The very same people who threatened government default this summer, sacrificing America's credit rating in order to preserve the Bush tax cuts for the wealthiest 1%, are now threatening to cut thousands of post office locations and Saturday postal delivery, because, they say, the post office is insolvent.

According to this 12/17/11 article from the Chillico Gazette entitled USPS can adjust to meet future goals,

"This legacy is floundering for two primary reasons. The first one is that the USPS must pay upfront all of its current pension obligations (from current cash flow), and the second one is a series of poor decisions made by successive Postmasters General (directly impacting customer service).

"Congress can correct the first of these problems. Because no other federal agency/entity (to the best of my knowledge) is under the same pension constraints, it should be a no-brainer to fix this problem. Although the pension shortfall is on the order of $5.5 billion annually, based on a $3 trillion federal budget, we are talking about less than two-tenths of one percent of federal spending per year."

House Resolution 1351, the USPS Pension Obligation Recalculation and Restoration Act, is a bipartisan piece of legislation which allows the USPS recoup nearly $7 billion in over payments to its pension fund. "The 126-page draft, which Government Reform Chairman Tom Davis, R-Va., will introduce sometime before Thursday's markup, includes many provisions recommended by the President's Commission on the Postal Service last July, including mandated transparency regarding the agency's finances, costs and operations.

"Like the commission's recommendations, the bill would restructure the agency's rate-setting process, establishing an inflationary rate increase cap and creating a strong regulator to monitor rates. But the bill would not give the Postal Service nearly the level of rate-setting freedom recommended by the commission, instead imposing price controls on competitive postal products. The bill would return to the Treasury the military service costs for postal retirees who served in the armed forces, but it is mostly silent on the kinds of workforce issues Senate Governmental Affairs Chairwoman Susan Collins, R-Maine, has said she will include in her bill later this month."

Problems with the postmaster general can be fixed without slashing Saturday delivery.
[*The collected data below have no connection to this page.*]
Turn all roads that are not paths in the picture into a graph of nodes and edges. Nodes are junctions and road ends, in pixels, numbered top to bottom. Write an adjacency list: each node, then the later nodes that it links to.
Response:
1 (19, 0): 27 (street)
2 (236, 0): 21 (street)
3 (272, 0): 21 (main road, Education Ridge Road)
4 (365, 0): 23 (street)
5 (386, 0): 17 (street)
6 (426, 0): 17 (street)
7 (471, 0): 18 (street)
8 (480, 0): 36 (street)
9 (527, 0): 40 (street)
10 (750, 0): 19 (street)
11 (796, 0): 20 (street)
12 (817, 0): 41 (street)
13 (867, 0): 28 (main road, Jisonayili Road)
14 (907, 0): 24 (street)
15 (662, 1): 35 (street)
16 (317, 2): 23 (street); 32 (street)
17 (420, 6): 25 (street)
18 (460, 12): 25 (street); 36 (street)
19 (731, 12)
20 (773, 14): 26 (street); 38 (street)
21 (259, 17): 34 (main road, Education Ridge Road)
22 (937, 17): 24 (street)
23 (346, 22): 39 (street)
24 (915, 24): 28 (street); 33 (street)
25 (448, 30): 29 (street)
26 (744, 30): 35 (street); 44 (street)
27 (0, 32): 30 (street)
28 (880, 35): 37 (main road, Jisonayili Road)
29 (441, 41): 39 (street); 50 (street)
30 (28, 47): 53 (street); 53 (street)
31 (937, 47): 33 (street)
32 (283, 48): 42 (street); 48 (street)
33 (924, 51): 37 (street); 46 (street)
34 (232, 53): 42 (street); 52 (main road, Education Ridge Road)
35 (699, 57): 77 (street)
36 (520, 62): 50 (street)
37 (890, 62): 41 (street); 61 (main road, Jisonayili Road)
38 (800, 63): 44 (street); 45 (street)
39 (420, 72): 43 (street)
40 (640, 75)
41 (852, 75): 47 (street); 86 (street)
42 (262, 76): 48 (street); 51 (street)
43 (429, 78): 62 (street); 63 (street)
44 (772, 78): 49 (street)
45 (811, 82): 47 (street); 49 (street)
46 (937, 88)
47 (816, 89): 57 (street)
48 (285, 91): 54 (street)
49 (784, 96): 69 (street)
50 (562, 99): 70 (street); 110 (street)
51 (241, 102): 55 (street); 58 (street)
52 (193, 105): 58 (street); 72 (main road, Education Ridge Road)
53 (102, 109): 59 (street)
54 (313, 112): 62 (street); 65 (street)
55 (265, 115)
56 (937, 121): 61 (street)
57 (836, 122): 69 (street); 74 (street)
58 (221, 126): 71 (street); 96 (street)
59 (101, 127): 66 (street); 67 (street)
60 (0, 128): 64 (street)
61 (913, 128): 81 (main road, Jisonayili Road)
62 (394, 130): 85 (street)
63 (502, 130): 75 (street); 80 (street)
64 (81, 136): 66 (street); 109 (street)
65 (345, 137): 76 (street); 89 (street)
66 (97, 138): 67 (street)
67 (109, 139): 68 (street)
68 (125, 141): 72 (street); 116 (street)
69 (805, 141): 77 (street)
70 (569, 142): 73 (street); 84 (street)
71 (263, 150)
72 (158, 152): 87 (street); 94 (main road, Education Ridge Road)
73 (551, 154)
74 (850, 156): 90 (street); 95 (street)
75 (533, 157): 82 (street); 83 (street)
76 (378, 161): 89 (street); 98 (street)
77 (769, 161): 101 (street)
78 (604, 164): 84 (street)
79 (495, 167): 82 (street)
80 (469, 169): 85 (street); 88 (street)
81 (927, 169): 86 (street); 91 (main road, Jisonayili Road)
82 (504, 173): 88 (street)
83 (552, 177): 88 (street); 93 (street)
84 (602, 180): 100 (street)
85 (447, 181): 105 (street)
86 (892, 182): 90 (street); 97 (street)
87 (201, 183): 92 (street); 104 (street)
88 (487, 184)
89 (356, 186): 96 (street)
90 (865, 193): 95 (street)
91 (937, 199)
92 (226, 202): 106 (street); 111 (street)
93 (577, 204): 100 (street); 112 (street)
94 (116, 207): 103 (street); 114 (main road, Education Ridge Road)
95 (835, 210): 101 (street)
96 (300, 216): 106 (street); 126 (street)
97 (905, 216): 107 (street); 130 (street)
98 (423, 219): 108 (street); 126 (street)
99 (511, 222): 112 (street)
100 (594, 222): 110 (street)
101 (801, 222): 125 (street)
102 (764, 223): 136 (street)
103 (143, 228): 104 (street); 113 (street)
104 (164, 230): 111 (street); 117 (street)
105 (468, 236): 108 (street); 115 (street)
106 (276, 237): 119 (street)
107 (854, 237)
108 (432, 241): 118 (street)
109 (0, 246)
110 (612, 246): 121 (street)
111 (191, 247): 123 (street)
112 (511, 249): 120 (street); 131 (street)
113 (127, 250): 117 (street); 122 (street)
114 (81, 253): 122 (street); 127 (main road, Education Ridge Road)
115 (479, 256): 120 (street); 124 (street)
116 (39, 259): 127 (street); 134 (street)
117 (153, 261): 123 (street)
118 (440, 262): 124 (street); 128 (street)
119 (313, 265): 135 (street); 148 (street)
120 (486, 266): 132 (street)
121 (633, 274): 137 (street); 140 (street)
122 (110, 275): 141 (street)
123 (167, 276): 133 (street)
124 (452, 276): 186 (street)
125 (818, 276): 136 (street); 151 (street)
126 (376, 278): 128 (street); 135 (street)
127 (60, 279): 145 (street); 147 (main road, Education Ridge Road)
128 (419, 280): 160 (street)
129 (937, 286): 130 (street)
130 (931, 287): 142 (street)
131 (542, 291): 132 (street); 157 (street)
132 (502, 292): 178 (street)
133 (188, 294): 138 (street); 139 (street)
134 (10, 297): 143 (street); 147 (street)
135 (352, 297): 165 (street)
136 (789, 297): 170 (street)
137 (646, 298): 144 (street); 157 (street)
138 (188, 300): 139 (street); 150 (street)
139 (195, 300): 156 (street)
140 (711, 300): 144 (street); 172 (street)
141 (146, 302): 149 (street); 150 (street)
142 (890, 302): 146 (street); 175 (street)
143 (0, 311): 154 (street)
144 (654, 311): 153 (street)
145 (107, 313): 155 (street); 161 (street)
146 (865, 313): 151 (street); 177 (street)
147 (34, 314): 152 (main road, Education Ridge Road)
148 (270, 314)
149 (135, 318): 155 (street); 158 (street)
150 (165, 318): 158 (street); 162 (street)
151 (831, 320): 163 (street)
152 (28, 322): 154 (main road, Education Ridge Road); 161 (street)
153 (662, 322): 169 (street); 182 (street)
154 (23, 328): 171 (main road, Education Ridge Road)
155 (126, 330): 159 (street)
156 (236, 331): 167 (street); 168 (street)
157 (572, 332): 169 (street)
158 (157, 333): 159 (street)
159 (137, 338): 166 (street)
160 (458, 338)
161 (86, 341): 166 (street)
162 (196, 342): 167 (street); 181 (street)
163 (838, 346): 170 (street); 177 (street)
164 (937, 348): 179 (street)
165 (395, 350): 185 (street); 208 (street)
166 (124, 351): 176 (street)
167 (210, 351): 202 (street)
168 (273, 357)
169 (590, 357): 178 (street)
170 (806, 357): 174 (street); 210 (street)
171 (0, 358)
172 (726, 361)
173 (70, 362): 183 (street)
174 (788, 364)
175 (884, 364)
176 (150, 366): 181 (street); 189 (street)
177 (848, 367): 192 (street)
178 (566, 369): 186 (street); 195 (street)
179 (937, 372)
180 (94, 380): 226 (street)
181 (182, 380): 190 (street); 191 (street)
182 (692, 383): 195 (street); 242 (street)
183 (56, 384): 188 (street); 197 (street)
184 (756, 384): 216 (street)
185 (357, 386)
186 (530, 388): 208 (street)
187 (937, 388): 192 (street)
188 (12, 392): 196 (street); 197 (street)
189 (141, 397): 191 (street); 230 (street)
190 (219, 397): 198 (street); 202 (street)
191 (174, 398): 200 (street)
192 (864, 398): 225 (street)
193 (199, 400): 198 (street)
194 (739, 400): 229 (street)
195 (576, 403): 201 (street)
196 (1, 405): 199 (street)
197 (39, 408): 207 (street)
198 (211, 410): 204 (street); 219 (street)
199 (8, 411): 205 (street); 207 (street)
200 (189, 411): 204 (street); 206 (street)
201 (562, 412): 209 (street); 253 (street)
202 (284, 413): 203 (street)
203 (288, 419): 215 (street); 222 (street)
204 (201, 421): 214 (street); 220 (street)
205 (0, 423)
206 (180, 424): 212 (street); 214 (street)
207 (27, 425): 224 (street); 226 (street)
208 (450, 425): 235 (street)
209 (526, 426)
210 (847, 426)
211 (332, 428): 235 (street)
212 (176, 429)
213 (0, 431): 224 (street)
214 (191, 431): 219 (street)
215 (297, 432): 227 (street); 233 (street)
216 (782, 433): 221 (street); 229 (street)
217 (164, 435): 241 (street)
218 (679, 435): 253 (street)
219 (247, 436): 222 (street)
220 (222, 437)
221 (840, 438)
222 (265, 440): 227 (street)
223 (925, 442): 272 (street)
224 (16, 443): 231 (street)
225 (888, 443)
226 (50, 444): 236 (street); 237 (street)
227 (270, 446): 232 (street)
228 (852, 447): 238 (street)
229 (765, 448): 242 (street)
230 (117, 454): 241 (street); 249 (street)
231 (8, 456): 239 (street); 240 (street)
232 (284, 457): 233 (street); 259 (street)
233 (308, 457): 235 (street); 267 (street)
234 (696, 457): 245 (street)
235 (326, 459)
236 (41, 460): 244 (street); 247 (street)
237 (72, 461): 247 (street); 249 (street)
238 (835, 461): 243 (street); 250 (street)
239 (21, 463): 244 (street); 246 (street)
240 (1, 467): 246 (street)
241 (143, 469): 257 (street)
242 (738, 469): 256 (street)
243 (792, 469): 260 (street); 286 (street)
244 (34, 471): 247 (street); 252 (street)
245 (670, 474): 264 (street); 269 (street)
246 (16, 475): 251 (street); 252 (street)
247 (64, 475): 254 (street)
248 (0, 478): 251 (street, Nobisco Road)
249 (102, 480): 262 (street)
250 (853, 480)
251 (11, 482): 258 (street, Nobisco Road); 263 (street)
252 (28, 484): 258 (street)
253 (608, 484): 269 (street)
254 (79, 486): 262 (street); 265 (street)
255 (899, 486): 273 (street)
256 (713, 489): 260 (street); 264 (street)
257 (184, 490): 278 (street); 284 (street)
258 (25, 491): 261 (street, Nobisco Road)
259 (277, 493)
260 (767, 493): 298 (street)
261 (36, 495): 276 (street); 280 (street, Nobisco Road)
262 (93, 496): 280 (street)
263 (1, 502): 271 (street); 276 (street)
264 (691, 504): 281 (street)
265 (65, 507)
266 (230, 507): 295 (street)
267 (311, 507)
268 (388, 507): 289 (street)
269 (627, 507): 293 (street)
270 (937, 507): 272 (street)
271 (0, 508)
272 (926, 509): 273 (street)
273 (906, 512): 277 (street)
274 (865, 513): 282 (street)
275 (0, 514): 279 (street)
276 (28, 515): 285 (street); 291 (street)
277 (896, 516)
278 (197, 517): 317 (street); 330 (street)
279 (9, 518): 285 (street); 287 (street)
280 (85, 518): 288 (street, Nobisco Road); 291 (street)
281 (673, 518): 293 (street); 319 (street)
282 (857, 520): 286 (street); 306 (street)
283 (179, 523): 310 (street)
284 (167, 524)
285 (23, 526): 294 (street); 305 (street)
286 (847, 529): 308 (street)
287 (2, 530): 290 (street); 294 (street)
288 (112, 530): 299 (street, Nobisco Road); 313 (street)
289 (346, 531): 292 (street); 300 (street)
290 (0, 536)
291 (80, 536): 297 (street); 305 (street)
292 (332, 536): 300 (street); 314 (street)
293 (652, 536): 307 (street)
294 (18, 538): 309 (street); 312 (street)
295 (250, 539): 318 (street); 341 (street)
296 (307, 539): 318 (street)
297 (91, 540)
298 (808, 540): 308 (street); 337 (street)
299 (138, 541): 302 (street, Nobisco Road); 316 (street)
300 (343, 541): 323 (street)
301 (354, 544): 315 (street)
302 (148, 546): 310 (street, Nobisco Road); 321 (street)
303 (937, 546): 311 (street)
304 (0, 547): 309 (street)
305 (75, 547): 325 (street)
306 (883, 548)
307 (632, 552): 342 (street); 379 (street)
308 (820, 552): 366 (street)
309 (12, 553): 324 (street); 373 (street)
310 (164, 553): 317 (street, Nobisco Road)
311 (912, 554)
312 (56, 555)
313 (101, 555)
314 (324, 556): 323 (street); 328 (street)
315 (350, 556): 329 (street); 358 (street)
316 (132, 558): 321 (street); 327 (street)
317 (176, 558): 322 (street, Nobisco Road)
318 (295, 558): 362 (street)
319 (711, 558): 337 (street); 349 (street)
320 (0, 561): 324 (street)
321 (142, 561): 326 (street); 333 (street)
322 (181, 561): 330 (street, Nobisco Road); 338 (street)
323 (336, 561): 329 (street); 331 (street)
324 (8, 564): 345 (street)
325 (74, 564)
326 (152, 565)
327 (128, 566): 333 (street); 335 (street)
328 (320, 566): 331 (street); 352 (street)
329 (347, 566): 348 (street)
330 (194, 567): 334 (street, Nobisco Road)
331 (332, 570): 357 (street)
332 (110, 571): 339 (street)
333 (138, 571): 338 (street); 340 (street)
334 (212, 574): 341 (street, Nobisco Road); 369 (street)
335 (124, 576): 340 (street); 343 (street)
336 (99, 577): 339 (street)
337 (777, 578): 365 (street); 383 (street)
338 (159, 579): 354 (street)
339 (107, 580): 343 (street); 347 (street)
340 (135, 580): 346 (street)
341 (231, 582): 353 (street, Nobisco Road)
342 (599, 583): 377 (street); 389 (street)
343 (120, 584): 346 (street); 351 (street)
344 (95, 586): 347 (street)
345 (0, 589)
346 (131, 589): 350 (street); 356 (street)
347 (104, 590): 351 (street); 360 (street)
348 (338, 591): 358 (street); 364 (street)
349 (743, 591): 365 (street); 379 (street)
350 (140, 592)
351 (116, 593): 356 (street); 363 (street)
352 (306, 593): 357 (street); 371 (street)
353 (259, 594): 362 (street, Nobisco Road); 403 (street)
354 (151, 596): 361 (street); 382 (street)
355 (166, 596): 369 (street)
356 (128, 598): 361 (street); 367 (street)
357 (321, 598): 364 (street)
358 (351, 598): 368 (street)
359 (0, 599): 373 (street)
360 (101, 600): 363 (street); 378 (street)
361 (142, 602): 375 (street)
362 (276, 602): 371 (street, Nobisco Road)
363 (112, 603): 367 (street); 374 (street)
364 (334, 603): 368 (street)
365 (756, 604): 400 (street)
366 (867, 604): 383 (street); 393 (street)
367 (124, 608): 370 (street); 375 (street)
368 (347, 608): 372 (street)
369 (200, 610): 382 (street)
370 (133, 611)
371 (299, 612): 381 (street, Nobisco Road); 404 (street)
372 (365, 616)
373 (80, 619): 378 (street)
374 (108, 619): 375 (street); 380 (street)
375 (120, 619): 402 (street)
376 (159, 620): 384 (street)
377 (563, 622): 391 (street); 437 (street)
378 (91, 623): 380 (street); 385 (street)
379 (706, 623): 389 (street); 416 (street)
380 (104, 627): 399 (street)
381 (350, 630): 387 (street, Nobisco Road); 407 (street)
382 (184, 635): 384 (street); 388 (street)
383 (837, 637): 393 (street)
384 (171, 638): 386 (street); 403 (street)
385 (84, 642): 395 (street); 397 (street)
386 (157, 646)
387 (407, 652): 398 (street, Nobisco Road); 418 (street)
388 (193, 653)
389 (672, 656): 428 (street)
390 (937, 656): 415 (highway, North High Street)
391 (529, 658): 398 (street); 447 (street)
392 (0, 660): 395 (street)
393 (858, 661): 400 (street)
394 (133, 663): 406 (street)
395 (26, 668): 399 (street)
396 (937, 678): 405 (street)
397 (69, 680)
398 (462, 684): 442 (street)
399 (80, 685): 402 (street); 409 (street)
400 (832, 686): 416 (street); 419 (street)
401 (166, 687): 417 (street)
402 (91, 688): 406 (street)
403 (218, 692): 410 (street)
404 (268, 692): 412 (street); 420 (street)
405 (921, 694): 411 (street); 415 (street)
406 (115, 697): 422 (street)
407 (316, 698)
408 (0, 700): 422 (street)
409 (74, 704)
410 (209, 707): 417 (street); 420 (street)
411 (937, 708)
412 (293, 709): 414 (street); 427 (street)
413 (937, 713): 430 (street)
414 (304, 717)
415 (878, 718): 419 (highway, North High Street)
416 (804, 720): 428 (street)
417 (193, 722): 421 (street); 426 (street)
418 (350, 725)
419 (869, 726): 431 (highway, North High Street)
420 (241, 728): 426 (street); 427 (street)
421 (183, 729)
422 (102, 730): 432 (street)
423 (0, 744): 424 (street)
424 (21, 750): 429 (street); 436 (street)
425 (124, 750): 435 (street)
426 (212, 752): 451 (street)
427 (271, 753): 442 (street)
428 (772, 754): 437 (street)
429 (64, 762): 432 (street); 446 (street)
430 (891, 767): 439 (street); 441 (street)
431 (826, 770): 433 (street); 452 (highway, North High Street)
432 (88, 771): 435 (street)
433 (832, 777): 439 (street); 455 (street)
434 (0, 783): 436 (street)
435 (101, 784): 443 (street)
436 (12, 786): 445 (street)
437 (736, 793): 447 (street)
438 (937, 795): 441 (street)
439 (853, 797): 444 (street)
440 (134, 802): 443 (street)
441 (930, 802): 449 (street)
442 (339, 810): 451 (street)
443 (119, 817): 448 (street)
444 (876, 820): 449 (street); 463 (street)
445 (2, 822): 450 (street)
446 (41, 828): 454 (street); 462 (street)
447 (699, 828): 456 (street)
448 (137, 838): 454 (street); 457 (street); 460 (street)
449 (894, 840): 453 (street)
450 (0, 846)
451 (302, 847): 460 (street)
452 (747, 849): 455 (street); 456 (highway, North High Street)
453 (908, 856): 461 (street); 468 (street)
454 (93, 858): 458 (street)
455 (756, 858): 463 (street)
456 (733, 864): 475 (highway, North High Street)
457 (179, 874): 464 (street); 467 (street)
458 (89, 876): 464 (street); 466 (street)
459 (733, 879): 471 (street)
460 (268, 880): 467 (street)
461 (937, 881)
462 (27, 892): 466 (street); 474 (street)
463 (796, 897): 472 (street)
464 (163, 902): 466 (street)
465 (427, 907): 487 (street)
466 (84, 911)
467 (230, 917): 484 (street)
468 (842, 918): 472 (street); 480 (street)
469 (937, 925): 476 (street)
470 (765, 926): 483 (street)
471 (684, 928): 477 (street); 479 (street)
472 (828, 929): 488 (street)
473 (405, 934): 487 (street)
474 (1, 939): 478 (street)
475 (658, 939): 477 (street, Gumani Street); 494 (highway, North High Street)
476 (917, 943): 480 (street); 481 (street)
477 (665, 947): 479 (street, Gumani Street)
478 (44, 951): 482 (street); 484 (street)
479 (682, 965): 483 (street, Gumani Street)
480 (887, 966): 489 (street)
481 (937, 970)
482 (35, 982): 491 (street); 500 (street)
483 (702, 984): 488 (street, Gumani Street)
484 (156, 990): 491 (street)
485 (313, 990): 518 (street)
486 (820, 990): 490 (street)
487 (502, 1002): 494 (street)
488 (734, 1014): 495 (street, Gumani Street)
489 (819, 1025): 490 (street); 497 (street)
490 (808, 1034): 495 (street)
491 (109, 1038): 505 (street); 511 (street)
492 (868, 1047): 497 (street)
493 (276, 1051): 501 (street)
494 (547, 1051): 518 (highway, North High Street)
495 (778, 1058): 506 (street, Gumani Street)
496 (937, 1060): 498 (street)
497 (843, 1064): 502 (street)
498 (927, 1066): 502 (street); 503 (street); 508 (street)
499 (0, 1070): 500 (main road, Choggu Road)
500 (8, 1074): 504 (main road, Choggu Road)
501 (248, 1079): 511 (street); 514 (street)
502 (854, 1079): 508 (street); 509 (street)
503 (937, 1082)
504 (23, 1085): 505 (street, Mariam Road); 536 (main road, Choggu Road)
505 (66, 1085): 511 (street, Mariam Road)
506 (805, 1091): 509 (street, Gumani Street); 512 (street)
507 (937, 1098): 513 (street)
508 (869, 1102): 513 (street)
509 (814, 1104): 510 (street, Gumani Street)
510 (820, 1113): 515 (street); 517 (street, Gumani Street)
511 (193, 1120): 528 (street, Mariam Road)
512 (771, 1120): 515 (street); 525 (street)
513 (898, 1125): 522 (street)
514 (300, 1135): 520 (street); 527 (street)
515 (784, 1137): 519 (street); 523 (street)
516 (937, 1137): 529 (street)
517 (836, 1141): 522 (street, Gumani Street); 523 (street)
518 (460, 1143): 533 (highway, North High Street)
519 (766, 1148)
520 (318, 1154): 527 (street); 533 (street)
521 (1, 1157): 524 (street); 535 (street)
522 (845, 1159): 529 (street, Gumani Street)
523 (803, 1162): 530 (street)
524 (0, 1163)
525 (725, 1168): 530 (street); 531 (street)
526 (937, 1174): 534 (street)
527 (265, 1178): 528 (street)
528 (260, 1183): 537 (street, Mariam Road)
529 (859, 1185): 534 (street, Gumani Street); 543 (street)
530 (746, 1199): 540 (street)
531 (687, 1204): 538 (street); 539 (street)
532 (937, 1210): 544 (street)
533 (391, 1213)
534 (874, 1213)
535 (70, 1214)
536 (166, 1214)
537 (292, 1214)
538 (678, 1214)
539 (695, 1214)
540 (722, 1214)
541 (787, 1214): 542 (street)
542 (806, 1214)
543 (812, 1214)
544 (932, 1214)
For example, raising junk mail rates could reduce deficits and probably reduce a lot of pollution too.

From the point of view of the Occupy Wall Street movement, the postal service cuts are just another unnecessary right-wing attack on the services that keep America's middle class strong and growing.

We reject their assertion that slashing government payrolls and services will create jobs, or that a continued tax holiday for the Bush 1% will improve the economy. If the people threatening service cuts were truly concerned about the budget and the deficit, they would allow the Bush Tax Cuts to expire.

We hope you will take some time this weekend to research the truth and talk to friends about what we can all do to fix our government. There's a lot more that you can do about it than you may realize.